23 ноября Островский читал пьесу у себя дома в кругу друзей, среди которых были: Ап. Григорьев, Е. Н. Эдельсон, скульптор Н. А. Рамазанов, художник П. М. Боклевский, музыкант А. И. Дюбюк, поэт Б. Н. Алмазов и другие. «Чуть не каждый день, — вспоминал И. Ф. Горбунов, — Александр Николаевич уезжал куда-нибудь читать свою новую пиэсу. Толков и разговоров об ней по Москве было много».

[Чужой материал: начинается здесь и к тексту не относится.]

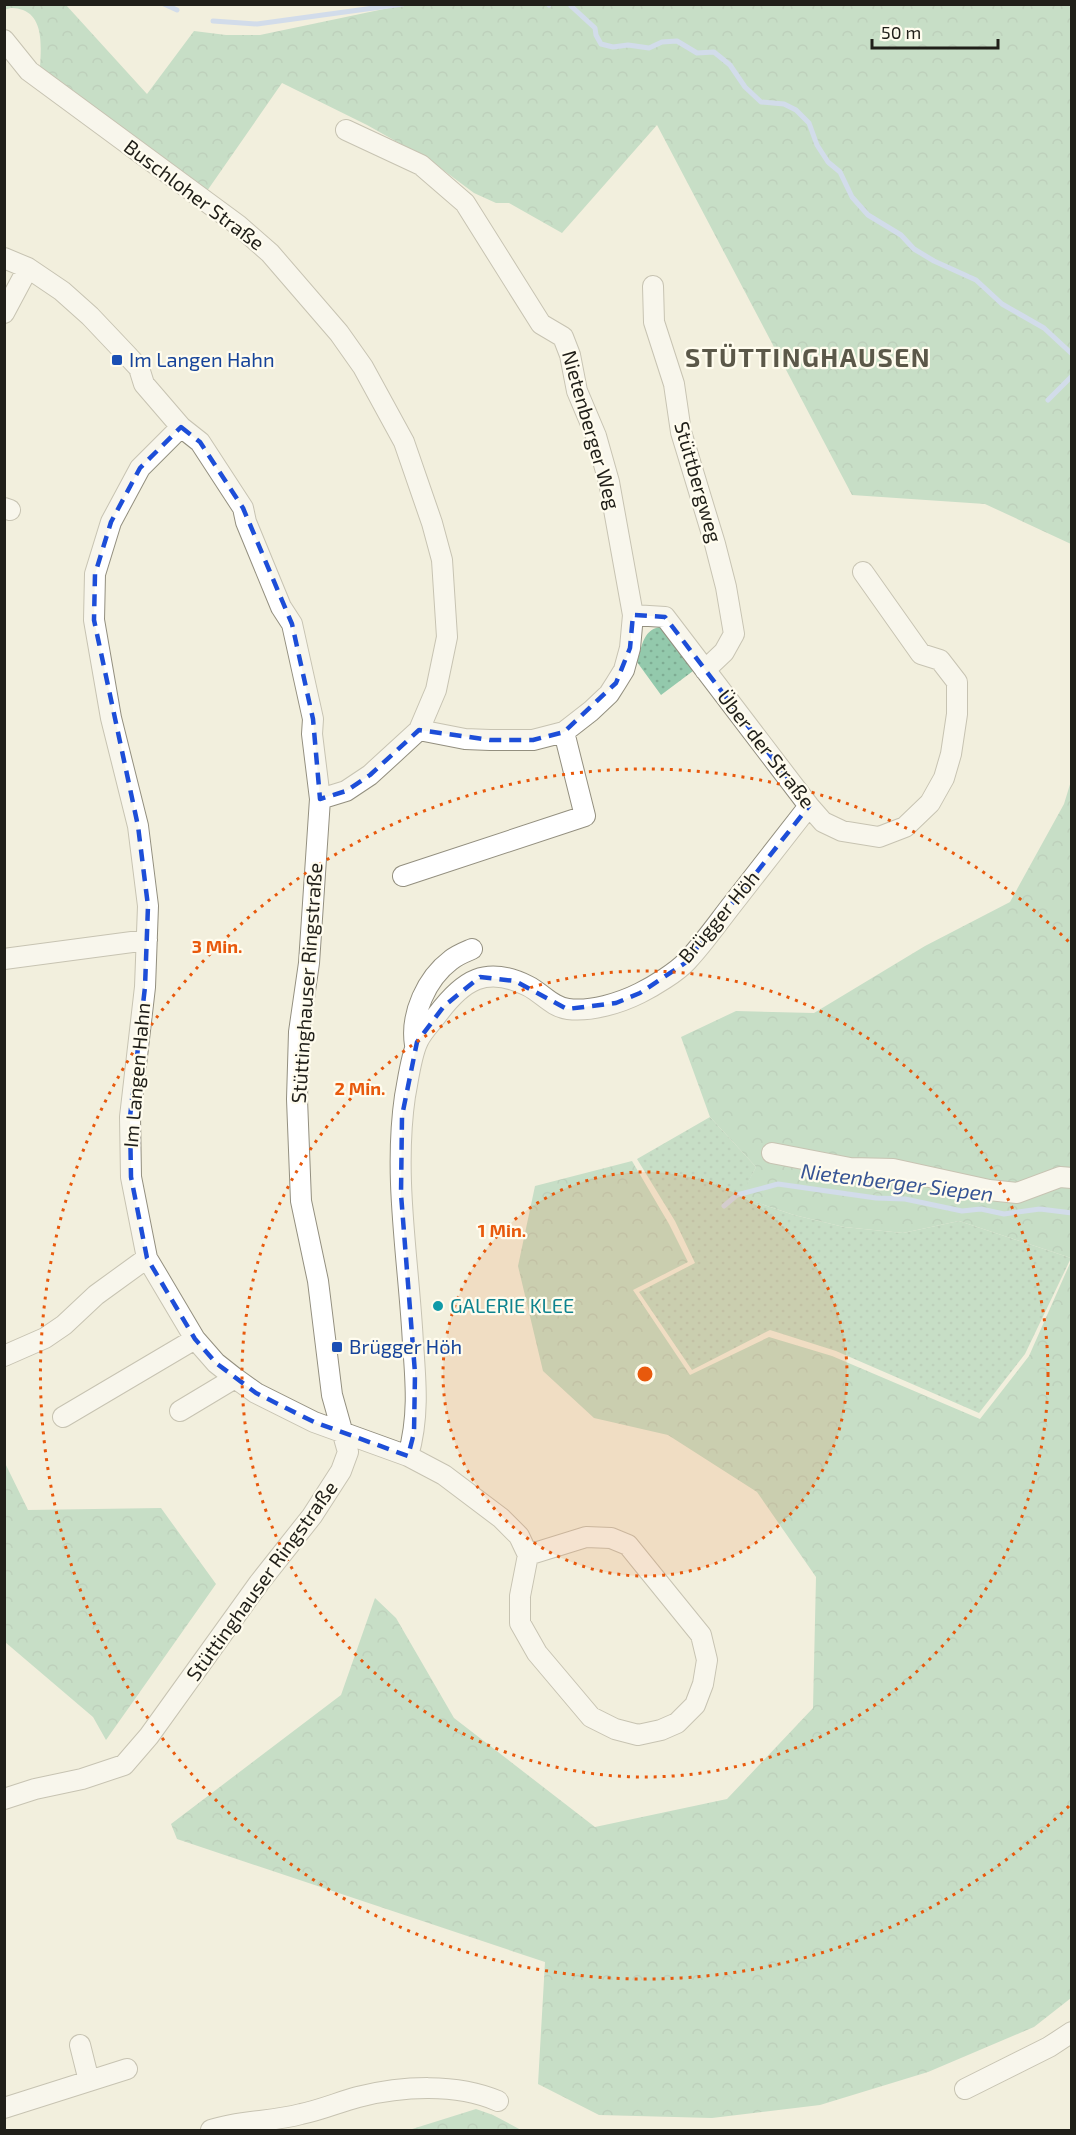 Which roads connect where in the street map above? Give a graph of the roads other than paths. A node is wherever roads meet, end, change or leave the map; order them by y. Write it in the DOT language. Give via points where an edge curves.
graph roads {
  1 [pos="4,40"];
  2 [pos="346,130"];
  3 [pos="4,258"];
  4 [pos="28,268"];
  5 [pos="653,286"];
  6 [pos="4,313"];
  7 [pos="181,427"];
  8 [pos="863,572"];
  9 [pos="633,615"];
  10 [pos="705,670"];
  11 [pos="419,730"];
  12 [pos="564,732"];
  13 [pos="320,799"];
  14 [pos="808,806"];
  15 [pos="403,876"];
  16 [pos="147,940"];
  17 [pos="472,949"];
  18 [pos="4,959"];
  19 [pos="416,1047"];
  20 [pos="772,1153"];
  21 [pos="1071,1178"];
  22 [pos="147,1258"];
  23 [pos="195,1339"];
  24 [pos="4,1356"];
  25 [pos="235,1378"];
  26 [pos="180,1411"];
  27 [pos="63,1417"];
  28 [pos="341,1431"];
  29 [pos="408,1456"];
  30 [pos="528,1555"];
  31 [pos="4,1799"];
  32 [pos="1071,2032"];
  33 [pos="80,2045"];
  34 [pos="127,2069"];
  35 [pos="89,2080"];
  36 [pos="965,2089"];
  37 [pos="498,2101"];
  38 [pos="4,2108"];
  39 [pos="211,2130"];
  1 -- 11 [label="street, Buschloher Straße" via="29,71 238,225 270,253 363,367 404,442 442,560 447,637 436,690"];
  2 -- 9 [label="street, Nietenberger Weg" via="421,165 465,203 541,324 563,337 577,392 596,436 609,482"];
  3 -- 4 [label="street, Stüttinghauser Ringstraße"];
  4 -- 6 [label="street"];
  4 -- 7 [label="street, Stüttinghauser Ringstraße" via="90,316 139,368 144,384"];
  5 -- 10 [label="street, Stüttbergweg" via="654,322 675,384 681,432 715,544 734,634 724,652"];
  7 -- 13 [label="street, Stüttinghauser Ringstraße" via="200,442 243,508 281,607 292,624 313,719"];
  7 -- 16 [label="street, Im Langen Hahn" via="140,468 111,522 95,574 94,620 111,718 138,826 148,906"];
  8 -- 14 [label="street, Über der Straße" via="921,654 940,660 957,682 951,754 944,778 930,803 905,827 879,837 842,831 824,822"];
  9 -- 10 [label="street, Über der Straße" via="665,617"];
  9 -- 12 [label="street, Nietenberger Weg" via="630,648 620,676 603,700"];
  10 -- 14 [label="street, Über der Straße"];
  11 -- 12 [label="street, Nietenberger Weg" via="490,740 533,740"];
  11 -- 13 [label="street, Buschloher Straße" via="370,775 346,791"];
  12 -- 15 [label="street" via="585,816"];
  13 -- 28 [label="street, Stüttinghauser Ringstraße" via="309,963 299,1032 297,1099 301,1201 318,1281 332,1395"];
  14 -- 19 [label="street, Brügger Höh" via="686,963 640,993 616,1003 567,1009 515,981 499,976 480,977 467,983 444,1006"];
  16 -- 18 [label="street"];
  16 -- 22 [label="street, Im Langen Hahn" via="130,1117 131,1177"];
  17 -- 19 [label="street" via="452,959 423,994 415,1027"];
  19 -- 29 [label="street, Brügger Höh" via="402,1116 401,1194 416,1410"];
  20 -- 21 [label="street" via="850,1168 893,1169 1017,1193 1060,1177"];
  22 -- 23 [label="street, Im Langen Hahn"];
  22 -- 24 [label="street" via="96,1295 64,1325"];
  23 -- 25 [label="street, Im Langen Hahn" via="216,1364"];
  23 -- 27 [label="street"];
  25 -- 26 [label="street"];
  25 -- 28 [label="street, Im Langen Hahn" via="256,1393"];
  28 -- 29 [label="street, Im Langen Hahn"];
  28 -- 31 [label="street, Stüttinghauser Ringstraße" via="348,1452 341,1471 312,1516 124,1765"];
  29 -- 30 [label="street, Im Langen Hahn" via="444,1475 501,1518 519,1536"];
  30 -- 30 [label="street" via="586,1538 611,1539 628,1545 701,1635 707,1660 703,1684 695,1705 677,1723 638,1735 591,1717 537,1653 520,1623 520,1596"];
  32 -- 36 [label="street" via="1050,2047"];
  33 -- 35 [label="street"];
  34 -- 35 [label="street"];
  35 -- 38 [label="street"];
  37 -- 39 [label="street" via="483,2094 446,2089 399,2090 300,2115"];
}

1 декабря писатель уведомлял Бурдина: «Новая моя комедия „Бедность не порок“, наконец, отправляется к Вам в Петербург вместе с сим письмом, а придет, вероятно, днем позже, потому что отправлена через контору. Уже в чтении эта пьеса имела в Москве такой успех, какого не имела до сих пор ни одна моя комедия. Похлопочите, чтобы мне из цензуры получить ответ поскорее. Если она пройдет, то я тотчас же приеду в Петербург сам ставить. Надобно будет списать другой экземпляр, чтобы один оставить у вас, а другой послать поскорее в Москву. Если бы это можно было сделать к Святкам, то пьеса имела бы особенный эффект, потому что действие в ней во время Святок. Там есть прекрасная для Вас роль — Мити». 2 декабря Островский делился с Погодиным своей радостью: «Вот и опять торжество, и торжество небывалое. Успех последней моей комедии превзошел не только ожидания, но даже мечты мои. Я очень рад такому сочувствию…», а через день извинялся перед ним: «…я действительно виноват, — писал драматург. — Я не читал у Вас своей комедии. Но до сих пор у меня не было ни одного свободного вечера <...> Во всяком случае, я должен у Вас прочитать комедию, я это знаю и прочитаю». В конце декабря, беспокоясь об участи пьесы, которая «что-то застряла» в Петербурге, Островский в письме к Бурдину дал указания относительно костюмов действующих лиц: «Маша и Лиза в пьесе — купеческие девушки, одетые очень хорошо, Анна Ивановна в темном шелковом платье с открытым воротом, на голове повязан цветной шелковый платочек. Гордей Карпыч с бородой, но в коротком сюртуке, Любим Карпыч в летнем триковом пальто. Коршунов без бороды, одет, как купцы из немцев; Митя в длинном сюртуке, белый коленкоровый платок па шее, Гуслин так же, Разлюляев в кафтане, сапоги высокие, с кисточками. Девушки, поющие песни, — из купеческих горничных. В Петербург я ехать думаю; но не знаю будут ли деньги». Через месяц он вновь писал Бурдину: «Комедию мою давали в первый раз 25 числа, успех небывалый! Напишите мне о судьбе моей комедии у вас».